Marketers are calling Amazon’s Prime Day the new kickoff for the holiday shopping season, since the marketplace moved the date as a result of the COVID-19 pandemic.
Data from WARC research estimates Amazon’s ad business is growing 4.5 times faster than Facebook’s and 63 times faster than Alphabet’s. And COVID-19 will result in an added $183 billion spent online by consumers this year.
Baird Capital analysts believe Amazon is preparing for the holiday season. The firm sees a return to rapid hiring practices, as well as advertising.
While both could limit incremental margin upside, which is one of the most important metrics to evaluate a company and its stock performance, the analyst firm modestly increased its fourth-quarter estimate and now expects 29% consolidated top-line growth — as the company increases capacity for holiday peak — and likely strong contributions from Cloud and Advertising.
“Our Q4 estimate assumes roughly $30 billion in volume growth Y/Y for Amazon Retail, equivalent to ~2x the volume Wayfair will generate for the entire year, and >40% greater than Target’s expected revenues for the entire quarter,” the analyst firm wrote.
Third-quarter margins benefited in part from a pause in advertising.

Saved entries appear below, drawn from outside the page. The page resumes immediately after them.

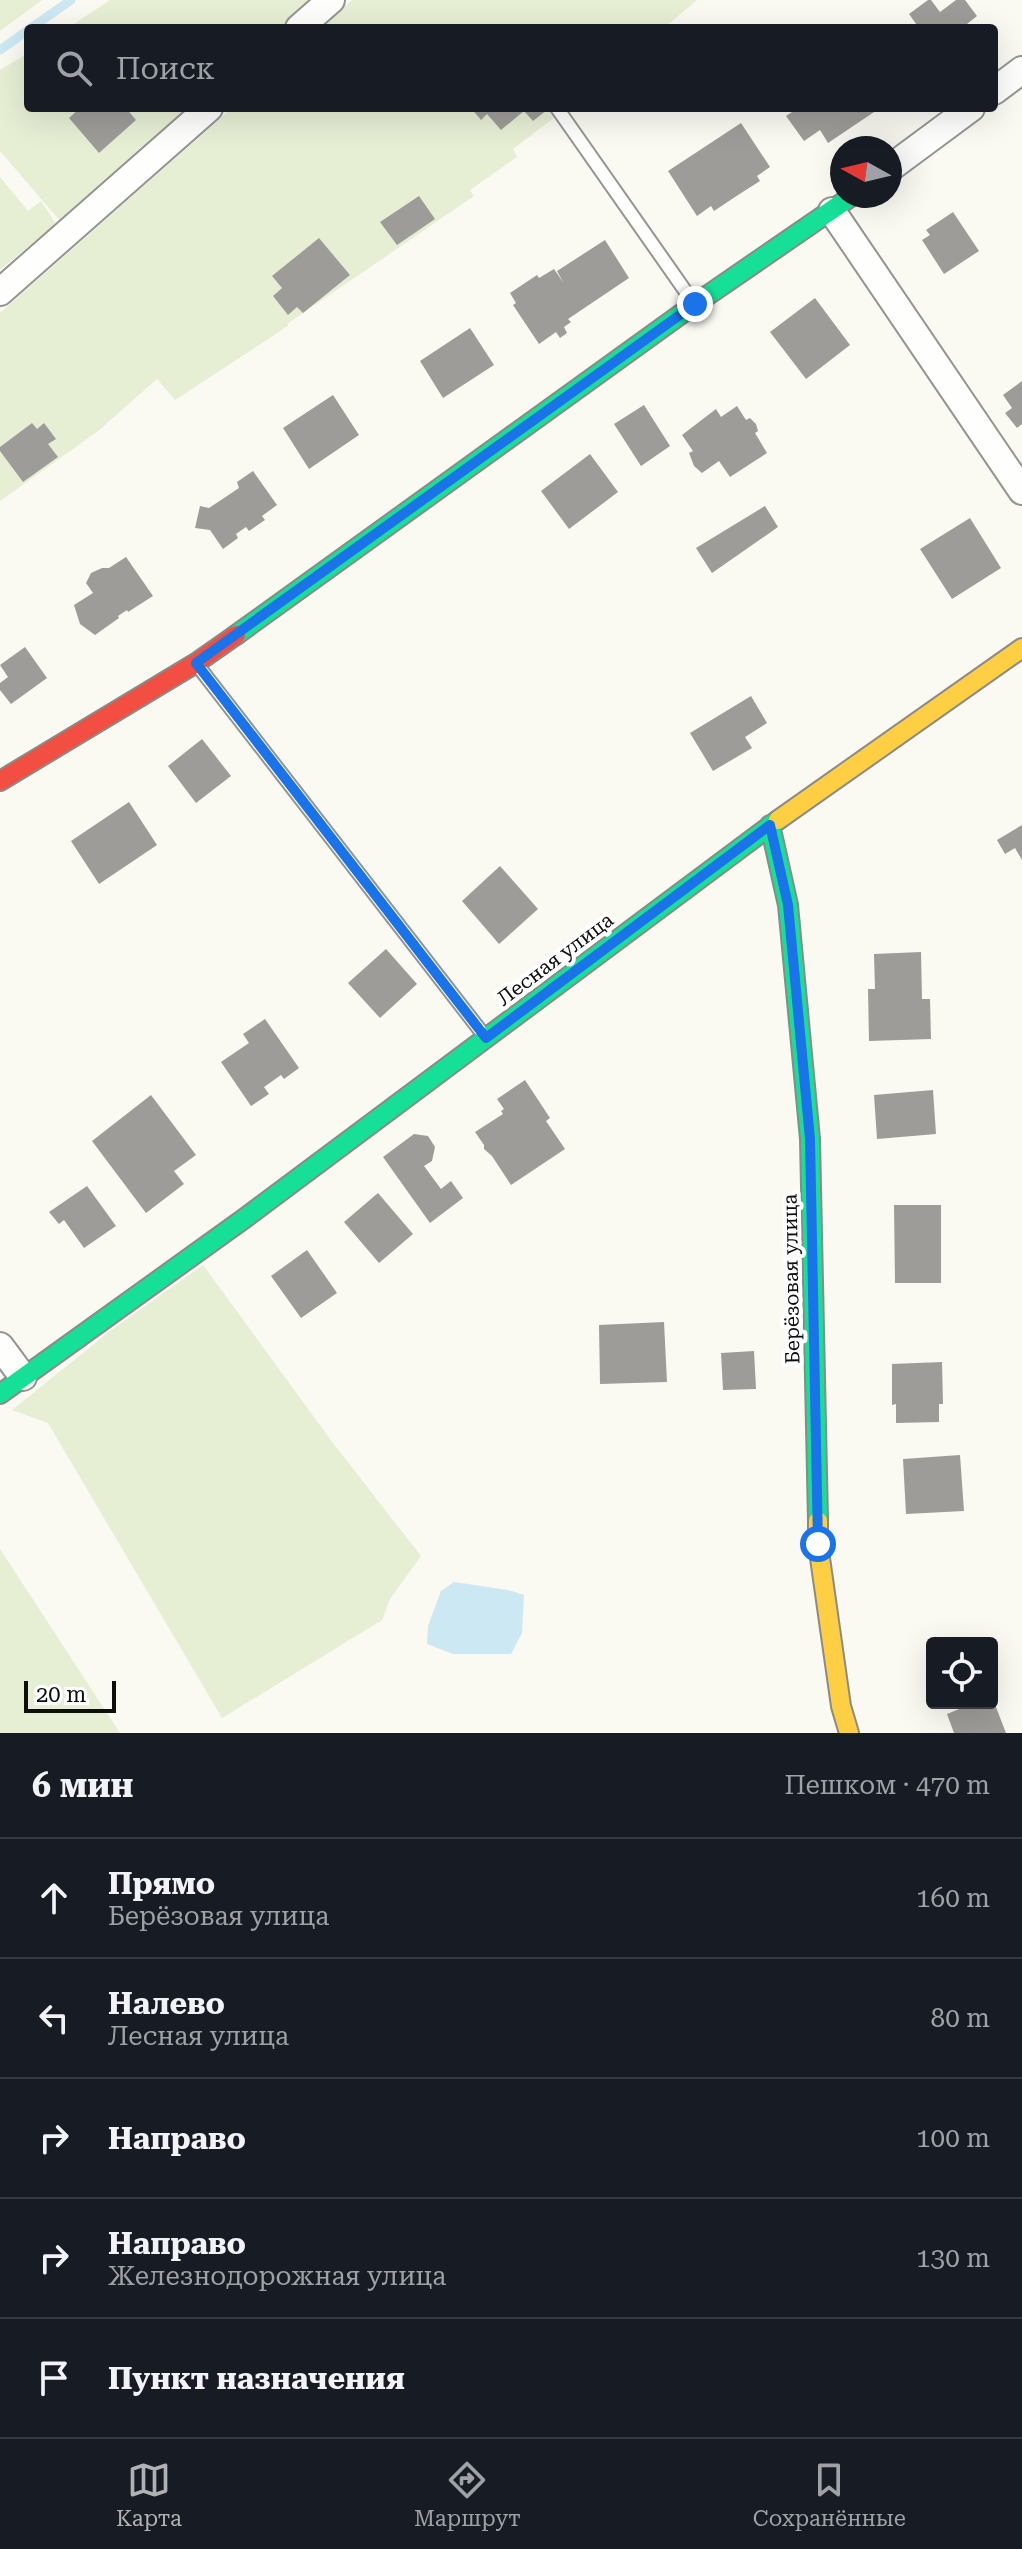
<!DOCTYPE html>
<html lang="ru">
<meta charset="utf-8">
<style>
:root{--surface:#171b24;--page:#20242c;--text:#f1f3f6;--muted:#9ea1a6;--line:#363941;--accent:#b0b1b2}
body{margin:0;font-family:"Roboto Serif",serif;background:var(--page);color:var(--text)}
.controls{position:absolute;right:24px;bottom:24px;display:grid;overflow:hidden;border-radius:8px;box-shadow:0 8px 32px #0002}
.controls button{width:72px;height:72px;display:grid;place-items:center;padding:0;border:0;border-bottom:2px solid var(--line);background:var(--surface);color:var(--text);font:40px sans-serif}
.compass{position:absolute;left:830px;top:136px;width:72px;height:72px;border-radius:50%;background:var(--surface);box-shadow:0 8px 32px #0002;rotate:278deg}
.scale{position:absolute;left:24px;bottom:20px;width:92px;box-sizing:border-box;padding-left:8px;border:4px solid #0e0e0e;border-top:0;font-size:22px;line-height:28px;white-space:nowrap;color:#0e0e0e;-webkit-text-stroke:6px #fff;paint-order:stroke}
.stop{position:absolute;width:24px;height:24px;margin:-18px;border:6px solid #1a73e8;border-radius:50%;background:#fff}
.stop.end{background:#1a73e8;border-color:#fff;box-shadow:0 2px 8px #0008}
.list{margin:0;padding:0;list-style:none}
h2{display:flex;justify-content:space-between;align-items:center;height:104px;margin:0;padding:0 32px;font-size:34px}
h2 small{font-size:26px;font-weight:400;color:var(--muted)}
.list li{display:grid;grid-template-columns:52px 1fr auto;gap:24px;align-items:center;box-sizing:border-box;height:120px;padding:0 32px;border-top:2px solid var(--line)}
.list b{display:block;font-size:30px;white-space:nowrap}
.list p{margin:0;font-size:26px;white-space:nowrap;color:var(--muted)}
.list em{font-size:26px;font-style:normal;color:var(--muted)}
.icon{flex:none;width:44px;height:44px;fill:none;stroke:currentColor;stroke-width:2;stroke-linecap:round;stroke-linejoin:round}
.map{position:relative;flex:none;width:1022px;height:1733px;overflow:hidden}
.search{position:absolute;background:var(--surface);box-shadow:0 8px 32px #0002;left:24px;right:24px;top:24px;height:88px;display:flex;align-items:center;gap:20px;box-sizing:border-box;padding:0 28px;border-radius:8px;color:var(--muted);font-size:30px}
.sheet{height:704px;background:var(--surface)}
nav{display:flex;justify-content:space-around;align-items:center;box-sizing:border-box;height:112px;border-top:2px solid var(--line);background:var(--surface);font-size:22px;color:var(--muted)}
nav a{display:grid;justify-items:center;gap:4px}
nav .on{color:var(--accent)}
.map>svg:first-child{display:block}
.green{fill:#e6efd4}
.water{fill:#cbe8f3}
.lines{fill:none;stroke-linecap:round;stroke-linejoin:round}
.stream{stroke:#cbe8f3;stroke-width:9}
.building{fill:#9e9c98}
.lane-casing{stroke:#949491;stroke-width:16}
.street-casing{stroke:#949491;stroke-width:30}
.fast-casing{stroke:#8b8a87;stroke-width:22}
.slow-casing{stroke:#8b8a87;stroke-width:22}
.jam-casing{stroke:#8b8a87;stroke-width:22}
.lane{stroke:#fefefd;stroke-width:12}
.street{stroke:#fefefd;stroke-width:26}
.fast{stroke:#16e098;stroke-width:18}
.slow{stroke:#ffcf43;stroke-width:18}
.jam{stroke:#f24e42;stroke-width:18}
.route{stroke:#1a73e8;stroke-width:10}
.labels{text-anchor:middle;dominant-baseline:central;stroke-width:8;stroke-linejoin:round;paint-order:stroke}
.street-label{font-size:20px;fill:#0e0e0e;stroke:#fff}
</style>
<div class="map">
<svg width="1022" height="1733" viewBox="0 0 1022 1733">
<rect width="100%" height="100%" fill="#faf9f2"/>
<path class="green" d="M0,0H42L0,31Z
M110,0H314L280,28H68Z
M352,0H697L664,28H321Z
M28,53V108H188L61,222L0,151V70Z
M232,108H567L513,149L517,157L470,190L474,196L287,324L288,326L175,400L157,379L98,431L0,501V313Z
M0,177L28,211L41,201L56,224L0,270Z
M203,1265L333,1443L421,1556L390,1599L382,1620L222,1718L48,1423L12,1410L110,1331Z
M0,1549L120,1733H0Z"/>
<path class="water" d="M454,1582L508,1590L524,1595L522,1633L511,1654H453L427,1644L428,1626L441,1591Z"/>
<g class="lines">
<path class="stream" d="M31,28L71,0
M0,50L28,30"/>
</g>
<path class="building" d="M928,0H931L940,12L956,0H965L977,16L962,28H919L909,14Z
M80,108H126L136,120L99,153L69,118Z
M471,108H545L547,110L533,121L524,111L501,130L487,114L481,120Z
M798,108H880L828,143L820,130L804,141L786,116Z
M741,123L770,167L757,176L760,181L738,195L714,211L711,206L697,216L668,171Z
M419,196L435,219L397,245L380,222Z
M953,212L979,251L944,274L922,240L930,235L926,230Z
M319,238L350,275L303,313L297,307L288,315L273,296L282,288L272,276Z
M605,240L629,278L568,319L571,322L564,327L567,333L560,338L556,332L539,344L513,305L516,303L510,293L537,275L539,278L554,269L563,282L557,271Z
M815,298L850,345L806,379L770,332Z
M470,328L494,365L443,398L420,361Z
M1022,381V424L1017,428L1005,413L1012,408L1003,395Z
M333,395L359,435L309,469L283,428Z
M644,405L670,446L641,466L614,424Z
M737,406L746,420L750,418L756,424L758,431L755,433L767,453L730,477L719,461L702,473L694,466L689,453L693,451L682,435L716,409L721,417Z
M32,423L37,429L44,423L56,439L48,444L58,457L23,482L0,451V447Z
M590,454L618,492L569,529L541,491Z
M253,471L277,505L262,516L265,520L249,531L246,527L236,534L238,538L223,549L210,530L195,528L200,506L209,508L239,488L237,482Z
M765,506L778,527L712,573L696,548Z
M970,518L1001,568L952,599L920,549Z
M126,557L153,596L128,612L127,610L118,616L119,618L95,635L80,624L74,605L93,593L86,583L91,573L102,568H109Z
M25,647L47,678L11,704L0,690V683L8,677L0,665Z
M751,696L767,723L745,737L752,748L713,771L690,733Z
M202,739L231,776L196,803L168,766Z
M129,802L157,845L99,884L71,841Z
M1022,825V860L1015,848L1005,854L997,840Z
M500,866L538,909L499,944L462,901Z
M386,949L417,984L380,1018L348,983Z
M921,952L922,999H930L931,1039L869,1041L868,989H875L874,954Z
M265,1019L299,1068L284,1079L281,1075L264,1087L269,1094L251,1106L221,1062L249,1043L243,1034Z
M525,1080L550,1118L546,1121L565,1149L511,1185L492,1156L484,1149V1145L475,1132L503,1114L501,1111L504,1109L497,1099Z
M933,1090L936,1134L877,1139L874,1095Z
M151,1095L196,1155L174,1171L184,1184L146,1213L92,1141Z
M414,1134L428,1136L435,1147L432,1161L424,1166L441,1189L451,1181L463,1198L430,1223L383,1157Z
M87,1186L116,1226L84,1248L64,1220L59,1224L49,1212Z
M378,1193L413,1234L379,1263L344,1222Z
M894,1205H941V1283H895Z
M307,1250L337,1293L301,1318L271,1276Z
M664,1322L667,1382L600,1384L599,1325Z
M754,1351L756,1389L723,1390L721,1353Z
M942,1362L943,1404H939V1422L896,1423V1404L892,1405V1364Z
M960,1455L964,1511L906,1514L903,1459Z
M994,1702L1006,1733H954L947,1714L974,1703L978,1708Z"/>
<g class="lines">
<g class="lane-casing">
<path id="lane" d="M557,108L693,302
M198,666L483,1034"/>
</g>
<g class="street-casing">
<path id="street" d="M299,28L331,0
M994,91L1022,70
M890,168L971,108
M832,211L1022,491
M0,292L209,108
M0,1346L23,1377"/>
</g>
<g class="fast-casing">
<path id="fast" d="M236,635L695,304L852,196
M770,825L788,905L810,1139L818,1521
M0,1394L245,1218L778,820"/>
</g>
<g class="slow-casing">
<path id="slow" d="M778,820L1022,648
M818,1521V1544L841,1706L849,1733"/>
</g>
<g class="jam-casing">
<path id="jam" d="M0,781L196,663L236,635"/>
</g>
<use href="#lane" class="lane"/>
<use href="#street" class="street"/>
<use href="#fast" class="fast"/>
<use href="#slow" class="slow"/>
<use href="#jam" class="jam"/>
</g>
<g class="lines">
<path class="route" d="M695,304L196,663L486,1038L770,825L788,905L810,1139L818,1544"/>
</g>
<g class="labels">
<g class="street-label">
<text transform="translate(555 959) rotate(-37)">Лесная улица</text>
<text transform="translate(791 1279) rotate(-91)">Берёзовая улица</text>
</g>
</g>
</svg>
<div class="controls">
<button><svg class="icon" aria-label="locate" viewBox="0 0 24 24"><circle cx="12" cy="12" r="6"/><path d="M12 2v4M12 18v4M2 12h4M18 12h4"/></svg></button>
</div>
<svg class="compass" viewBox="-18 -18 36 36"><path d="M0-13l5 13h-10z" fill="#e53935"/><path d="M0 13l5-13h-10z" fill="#9ea1a6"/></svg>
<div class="scale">20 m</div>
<div class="stop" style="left:818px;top:1544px"></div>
<div class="stop end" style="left:695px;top:304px"></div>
<div class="search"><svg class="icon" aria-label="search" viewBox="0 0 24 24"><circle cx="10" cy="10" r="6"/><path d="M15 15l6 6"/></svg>Поиск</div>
</div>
<section class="sheet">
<h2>6 мин<small>Пешком · 470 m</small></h2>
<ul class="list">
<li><svg class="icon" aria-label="ahead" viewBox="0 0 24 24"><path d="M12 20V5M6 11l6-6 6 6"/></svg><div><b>Прямо</b><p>Берёзовая улица</p></div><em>160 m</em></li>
<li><svg class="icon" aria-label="left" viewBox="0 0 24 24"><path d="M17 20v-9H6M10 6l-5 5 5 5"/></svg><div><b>Налево</b><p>Лесная улица</p></div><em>80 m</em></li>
<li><svg class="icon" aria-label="right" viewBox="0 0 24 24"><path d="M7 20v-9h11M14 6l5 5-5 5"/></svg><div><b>Направо</b></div><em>100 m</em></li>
<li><svg class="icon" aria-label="right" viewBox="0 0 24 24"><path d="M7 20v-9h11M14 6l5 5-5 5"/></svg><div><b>Направо</b><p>Железнодорожная улица</p></div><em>130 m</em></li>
<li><svg class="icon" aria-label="arrive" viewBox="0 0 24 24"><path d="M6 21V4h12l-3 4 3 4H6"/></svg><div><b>Пункт назначения</b></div></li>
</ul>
</section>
<nav>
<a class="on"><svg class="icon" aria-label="map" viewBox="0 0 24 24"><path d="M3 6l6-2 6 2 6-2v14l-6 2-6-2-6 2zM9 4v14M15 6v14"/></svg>Карта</a>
<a><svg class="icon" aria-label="directions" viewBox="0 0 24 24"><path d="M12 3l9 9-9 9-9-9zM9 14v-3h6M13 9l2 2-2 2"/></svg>Маршрут</a>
<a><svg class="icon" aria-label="saved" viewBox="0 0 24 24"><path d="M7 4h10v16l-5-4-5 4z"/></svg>Сохранённые</a>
</nav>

The analyst firm’s tracking of activity indicates Amazon is advertising again on Google, social media platforms and television, which means marketing expenses will likely rise in the third quarter and again in the fourth quarters, compared with earlier this year.
The analyst firm also estimates Amazon will finish 2020 with roughly one million employees, up from about 875,000 employees in June. The company plans to fill 100,000 job openings in operations and another 33,000 in corporate and tech roles, according to the research note published by Baird on Monday.
When shopping online, 61% choose to shop on Amazon, 48% choose to buy from retail sites, and 45% chose to buy from brand sites.